SOLLERS Philippe Blog

17 juin 2012

Comment, vous n’êtes pas connecté ?

Classé sous Non classé — sollers @ 12:2

Normalitude

François Hollande était normal, soit, mais en quelques jours, avec une rapidité foudroyante, il est passé de normal à normal supérieur. Les forces de l’Esprit ont fondu sur lui comme sur un cardinal devenant pape. La République aussi a ses mystères, surtout la Troisième, qui, à travers ce faux mou, vient de se réinstaller chez elle, après bien des péripéties. Pas besoin de Quatrième, de Cinquième, voire de Sixième. La Troisième est l’état normal de l’Hexagone normal dans un monde de plus en plus anormal. Tout le monde s’est trompé : c’est un vrai dur, Hollande, il peut tenir bon sous une pluie battante, supporter sans ciller la foudre sur son avion, embrasser Angela Merkel comme la charcutière du coin, épater Obama, séduire le G8 et l’Otan, enlever sa cravate, remettre sa cravate, boutonner impeccablement son veston.

La normalitude vient de loin, des heures et des heures de patience, de rages rentrées, de louvoiements, de compromis sans lâcher la corde. Jules Ferry, Jules Grévy, Marie Curie, ombres tutélaires, voyez l’ascension de ce petit homme vif, spirituel, sec sous son enveloppe trompeuse : c’est la France. Et la France enfin paritaire, avec des prénoms de femmes qui font rêver, Najat (irradiante), Marisol (prometteuse), Fleur (énigmatique), Aurélie (combattante). Le mariage gay, l’adoption d’enfants par des couples du même sexe ? Normal. Le perchoir de l’Assemblée nationale à Ségolène Royal ? Normal. La Justice incarnée par la souriante Taubira ? Normal. La sobriété, la baisse des rémunérations du Président et des ministres ? Normal. L’école placée au premier plan de la République des professeurs ?

Normal, normal, normal. Ah, bien sûr, je vois des insatisfaits de toujours, ennemis de la République, qui trouvent que tout cela manque de romantisme.
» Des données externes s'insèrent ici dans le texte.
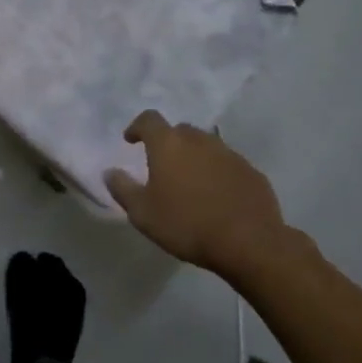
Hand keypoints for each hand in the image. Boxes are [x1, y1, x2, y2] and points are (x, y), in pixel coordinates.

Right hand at [104, 111, 286, 275]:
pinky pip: (227, 164)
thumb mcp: (142, 213)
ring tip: (189, 182)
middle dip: (168, 142)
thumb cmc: (186, 224)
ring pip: (206, 146)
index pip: (149, 120)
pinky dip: (217, 172)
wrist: (249, 242)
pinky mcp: (251, 171)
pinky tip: (216, 195)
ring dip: (194, 156)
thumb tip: (110, 172)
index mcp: (169, 145)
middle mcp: (199, 140)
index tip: (131, 140)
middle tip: (161, 164)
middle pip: (180, 131)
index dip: (137, 126)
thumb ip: (122, 189)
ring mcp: (229, 154)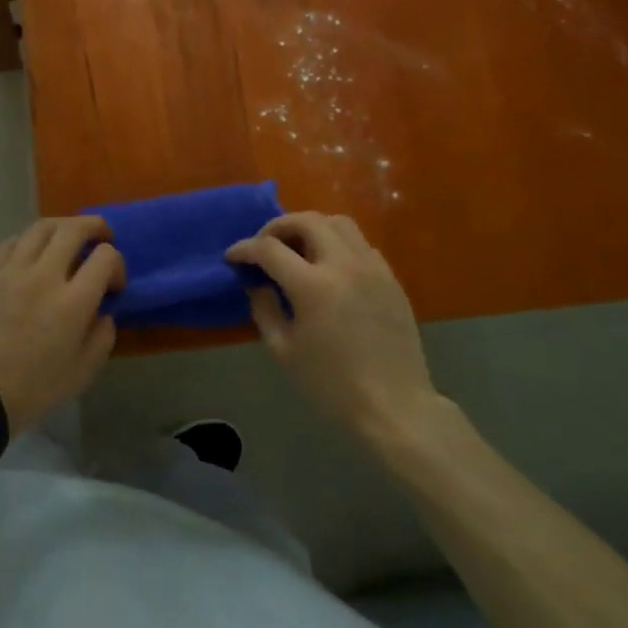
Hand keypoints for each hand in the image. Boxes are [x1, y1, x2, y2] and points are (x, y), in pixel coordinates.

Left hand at [0, 217, 124, 431]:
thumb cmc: (34, 387)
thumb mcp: (83, 372)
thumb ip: (102, 336)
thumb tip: (104, 312)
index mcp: (73, 302)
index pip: (105, 258)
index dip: (117, 264)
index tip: (113, 283)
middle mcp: (44, 275)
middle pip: (73, 229)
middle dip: (94, 227)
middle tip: (101, 235)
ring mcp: (11, 270)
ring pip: (40, 228)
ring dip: (61, 227)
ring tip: (66, 236)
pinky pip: (10, 243)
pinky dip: (27, 242)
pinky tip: (30, 253)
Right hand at [226, 212, 439, 438]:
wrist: (395, 407)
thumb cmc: (332, 385)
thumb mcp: (284, 350)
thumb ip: (264, 309)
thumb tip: (257, 283)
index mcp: (313, 286)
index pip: (269, 249)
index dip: (245, 249)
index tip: (233, 258)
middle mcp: (344, 265)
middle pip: (306, 220)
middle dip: (277, 227)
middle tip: (264, 245)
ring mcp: (372, 268)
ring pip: (338, 222)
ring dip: (311, 227)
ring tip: (298, 248)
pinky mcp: (390, 278)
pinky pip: (360, 243)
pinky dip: (337, 243)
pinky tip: (329, 266)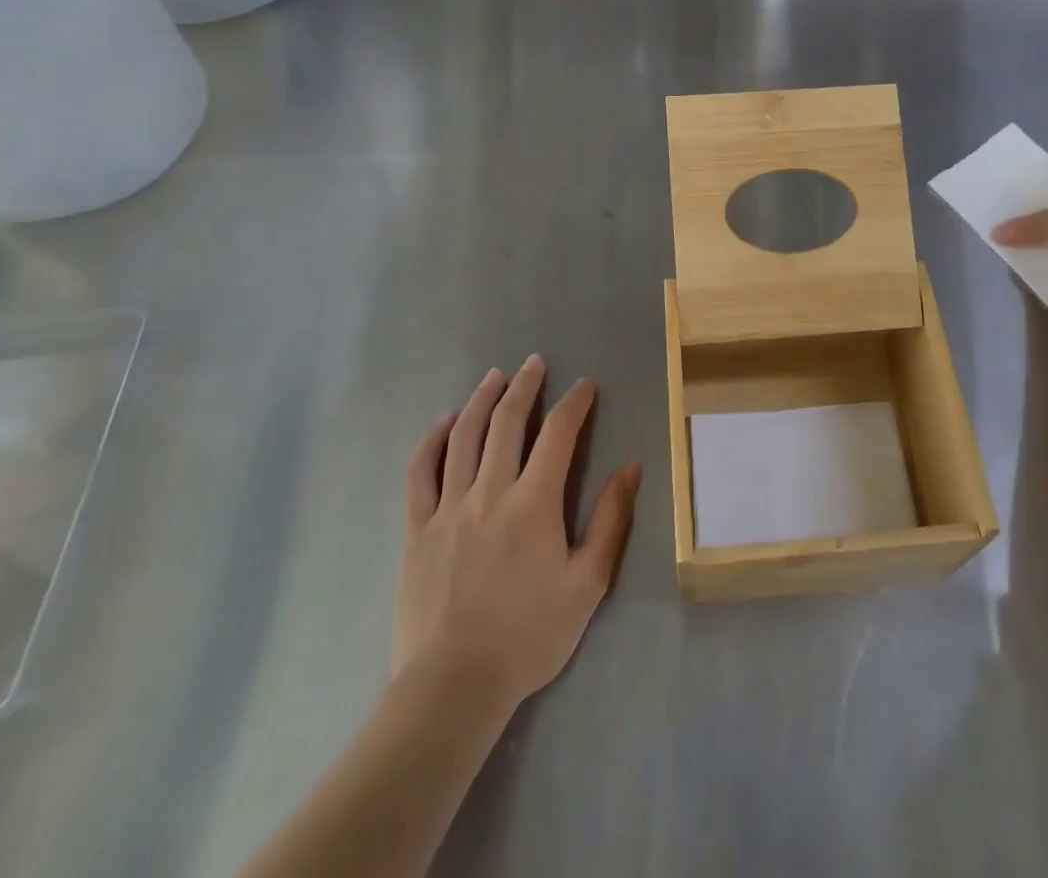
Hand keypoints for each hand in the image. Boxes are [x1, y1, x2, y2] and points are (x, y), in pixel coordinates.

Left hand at [392, 356, 640, 714]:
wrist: (454, 685)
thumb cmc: (529, 636)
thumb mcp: (587, 583)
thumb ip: (610, 521)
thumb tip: (630, 467)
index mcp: (534, 502)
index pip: (559, 434)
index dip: (574, 403)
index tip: (585, 385)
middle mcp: (490, 491)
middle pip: (508, 422)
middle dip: (525, 386)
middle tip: (535, 362)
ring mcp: (448, 507)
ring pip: (464, 437)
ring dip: (482, 400)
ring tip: (495, 377)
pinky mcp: (417, 528)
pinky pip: (421, 472)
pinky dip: (432, 441)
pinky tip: (443, 423)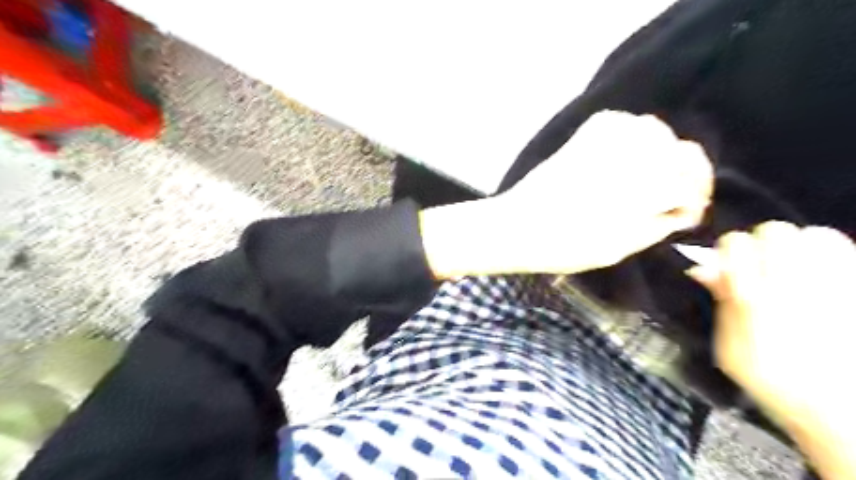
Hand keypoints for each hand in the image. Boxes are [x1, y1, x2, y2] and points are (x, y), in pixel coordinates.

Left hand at [419, 111, 712, 276]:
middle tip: (674, 195)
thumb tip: (681, 211)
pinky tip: (625, 157)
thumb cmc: (564, 247)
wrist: (516, 227)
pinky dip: (632, 136)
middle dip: (685, 174)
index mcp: (640, 189)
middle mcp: (628, 156)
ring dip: (661, 152)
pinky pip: (623, 123)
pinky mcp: (582, 136)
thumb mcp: (618, 249)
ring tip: (650, 176)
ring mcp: (603, 140)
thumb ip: (657, 226)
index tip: (686, 213)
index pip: (689, 182)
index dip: (694, 198)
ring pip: (655, 131)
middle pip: (680, 151)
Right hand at [686, 223, 855, 477]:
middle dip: (763, 243)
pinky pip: (848, 253)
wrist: (839, 410)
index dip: (727, 250)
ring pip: (816, 235)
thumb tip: (703, 270)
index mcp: (754, 298)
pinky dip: (832, 254)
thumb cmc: (773, 381)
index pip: (735, 243)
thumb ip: (720, 303)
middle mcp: (793, 284)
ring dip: (800, 246)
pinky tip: (824, 273)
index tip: (726, 265)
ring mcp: (834, 286)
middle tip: (762, 265)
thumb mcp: (729, 346)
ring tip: (796, 266)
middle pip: (775, 230)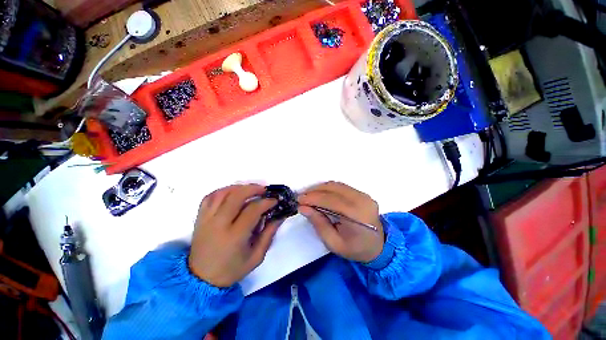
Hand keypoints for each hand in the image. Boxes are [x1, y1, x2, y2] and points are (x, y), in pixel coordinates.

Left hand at [189, 184, 281, 286]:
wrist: (201, 279)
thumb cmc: (232, 269)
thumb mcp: (256, 257)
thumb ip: (269, 234)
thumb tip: (279, 216)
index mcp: (235, 236)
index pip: (252, 210)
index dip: (266, 202)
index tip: (274, 200)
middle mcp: (219, 224)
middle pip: (236, 196)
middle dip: (253, 189)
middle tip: (264, 190)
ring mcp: (207, 219)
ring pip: (222, 193)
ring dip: (239, 187)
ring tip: (250, 189)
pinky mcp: (200, 218)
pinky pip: (210, 197)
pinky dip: (222, 191)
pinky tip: (232, 192)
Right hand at [297, 182, 383, 262]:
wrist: (379, 247)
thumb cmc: (355, 249)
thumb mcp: (333, 243)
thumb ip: (318, 223)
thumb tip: (303, 208)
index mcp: (356, 215)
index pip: (330, 200)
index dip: (313, 198)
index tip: (299, 200)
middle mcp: (362, 200)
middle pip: (333, 189)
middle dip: (314, 191)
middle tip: (302, 197)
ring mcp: (364, 195)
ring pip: (337, 185)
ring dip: (320, 188)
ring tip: (309, 195)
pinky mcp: (363, 193)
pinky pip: (342, 186)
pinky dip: (328, 188)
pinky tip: (320, 194)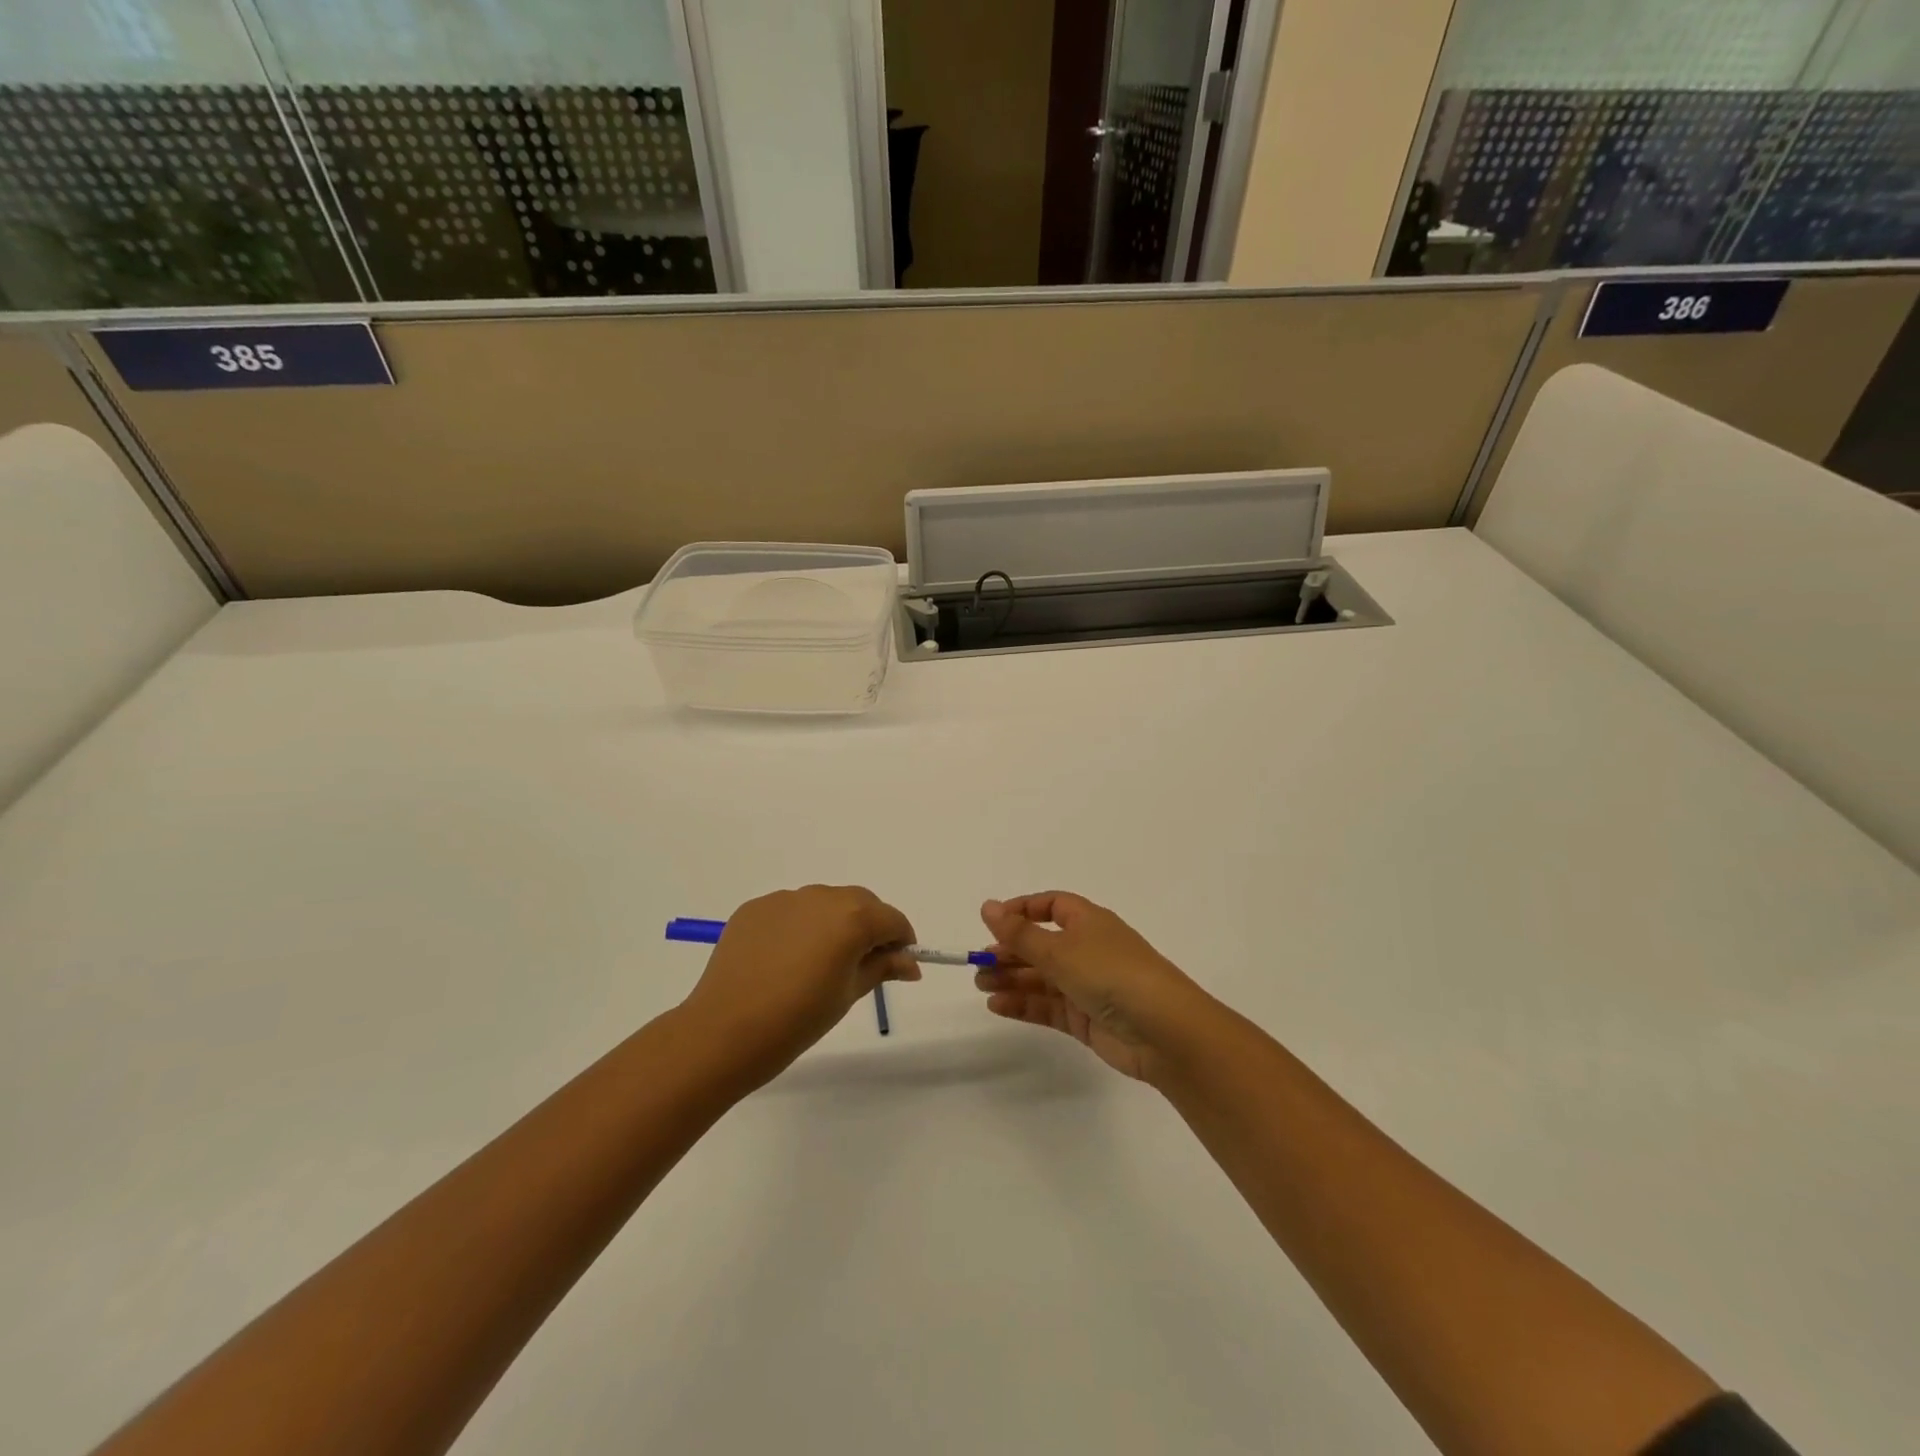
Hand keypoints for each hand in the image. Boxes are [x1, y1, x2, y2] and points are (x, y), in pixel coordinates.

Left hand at [679, 886, 919, 1084]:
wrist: (725, 1031)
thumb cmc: (798, 1019)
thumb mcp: (849, 995)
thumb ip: (882, 968)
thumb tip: (910, 962)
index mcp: (852, 918)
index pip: (892, 920)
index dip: (901, 941)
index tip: (899, 965)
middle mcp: (821, 897)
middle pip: (860, 904)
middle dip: (870, 927)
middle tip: (862, 965)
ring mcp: (785, 899)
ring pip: (824, 904)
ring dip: (833, 924)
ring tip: (818, 964)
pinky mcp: (755, 908)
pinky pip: (790, 911)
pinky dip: (799, 927)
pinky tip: (785, 960)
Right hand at [974, 893, 1210, 1082]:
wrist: (1164, 1031)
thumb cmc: (1111, 974)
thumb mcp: (1060, 950)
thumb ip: (1019, 933)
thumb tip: (987, 907)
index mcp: (1088, 922)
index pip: (1051, 906)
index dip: (1021, 911)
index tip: (991, 923)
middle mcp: (1088, 949)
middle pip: (1041, 945)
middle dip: (1010, 952)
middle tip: (978, 965)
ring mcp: (1088, 985)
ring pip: (1042, 978)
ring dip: (1012, 979)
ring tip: (982, 986)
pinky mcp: (1086, 1018)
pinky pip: (1048, 1006)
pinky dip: (1024, 1004)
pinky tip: (998, 1006)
Mais il est important de vérifier à quel point la fonction peut créer l’organe. Qui aurait cru que la France s’appellerait un jour Hollande, un nom qui résonne comme la normalité absolue ? Dans les tempêtes qui s’annoncent, l’autorité du normal peut s’avérer décisive sur une planète folle. Comme le dit Laozi, ce Corrézien chinois méconnu : « Qui connaît la norme constante est éclairé, qui l’ignore est aveuglé. L’aveuglement attire le malheur. Connaître la norme constante, c’est tout accueillir ; qui tout accueille est universel. »

Cri

On a du mal à croire à la crise, quand on voit le prix atteint par un tableau du peintre norvégien Edvard Munch : Le Cri. Chez Sotheby’s, à New York, au milieu des smokings et des robes longues, ce cri effrayant et célèbre est devenu l’oeuvre d’art la plus chère jamais adjugée aux enchères : 90 millions d’euros. En une soirée, Sotheby’s a raflé 200 millions d’euros, montant le plus élevé atteint par l’entreprise dans cette catégorie. Les acheteurs restent anonymes, mais les milliardaires russes ou arabes du Golfe sont soupçonnés. L’émir du Qatar aurait déboursé 200 millions d’euros pour Les Joueurs de cartes de Cézanne, mais rien n’est sûr. Vous me direz que Le Cri de Munch (tableau au demeurant détestable) devrait maintenant s’appeler Épouvante d’un Grec. Ah, c’est sûr, Munch n’est pas Fragonard ! Mais son prix, dans les circonstances actuelles, est normal.

Crise

Normal pourrait être un bon titre de roman fantastique. J’y pense. Le narrateur pourrait s’appeler Descartes, René Descartes. Il observerait avec intérêt l’entrée en Bourse, plutôt ratée, de Facebook, 901 millions d’internautes dans le monde (qui en compte déjà, mais ce n’est qu’un début, 2,3milliards). Ce Mark Zuckerberg, 28 ans aujourd’hui, 19 ans lors de son coup de poker génial, a l’air tout à fait normal. Il garde son look d’étudiant prolongé à capuche, et, comme le dit le New York Times, « la capuche, c’est exactement le contraire de la cravate Hermès… Ça veut dire “ je suis trop occupé à faire des choses vraiment très importantes pour le reste du monde pour me préoccuper de mon apparence.” » L’ambition de Facebook ?  » Connecter le monde entier. » C’est en bonne voie, mais il reste beaucoup à faire, notamment en Chine. D’un trombinoscope en ligne, Facebook est devenu l’identité numérique de près d’un milliard de personnes, portrait évolutif de l’activité sociale de ses utilisateurs. Comment, vous n’êtes pas connecté ? Et vous prétendez exister ?

Cinéma

Vous ne bloguez pas, vous ne tweetez pas, vous n’envoyez pas de textos, vous êtes insensible aux merveilles des ordinateurs et des iPad, vous n’existez pas, mais le pire blasphème, c’est que vous n’allez même pas au cinéma. Vous plaignez sincèrement les somnambules du Festival de Cannes. Vous ne lisez pas sur tablette, vous êtes un drogué du papier, et la preuve, c’est que vous restez enfantinement en extase devant des mots imprimés. Ceux-ci, par exemple, de Jules Verne1, dans Vingt Mille Lieues sous les mers, qui vient d’être réédité en Pléiade. « Je vois encore la pose du capitaine Nemo. Replié sur lui-même, il attendait avec un admirable sang-froid le formidable squale, et lorsque celui-ci se précipita sur lui, le capitaine, se jetant de côté avec une prestesse prodigieuse, évita le choc et lui enfonça son poignard dans le ventre. Mais tout n’était pas dit. Un combat terrible s’engagea. »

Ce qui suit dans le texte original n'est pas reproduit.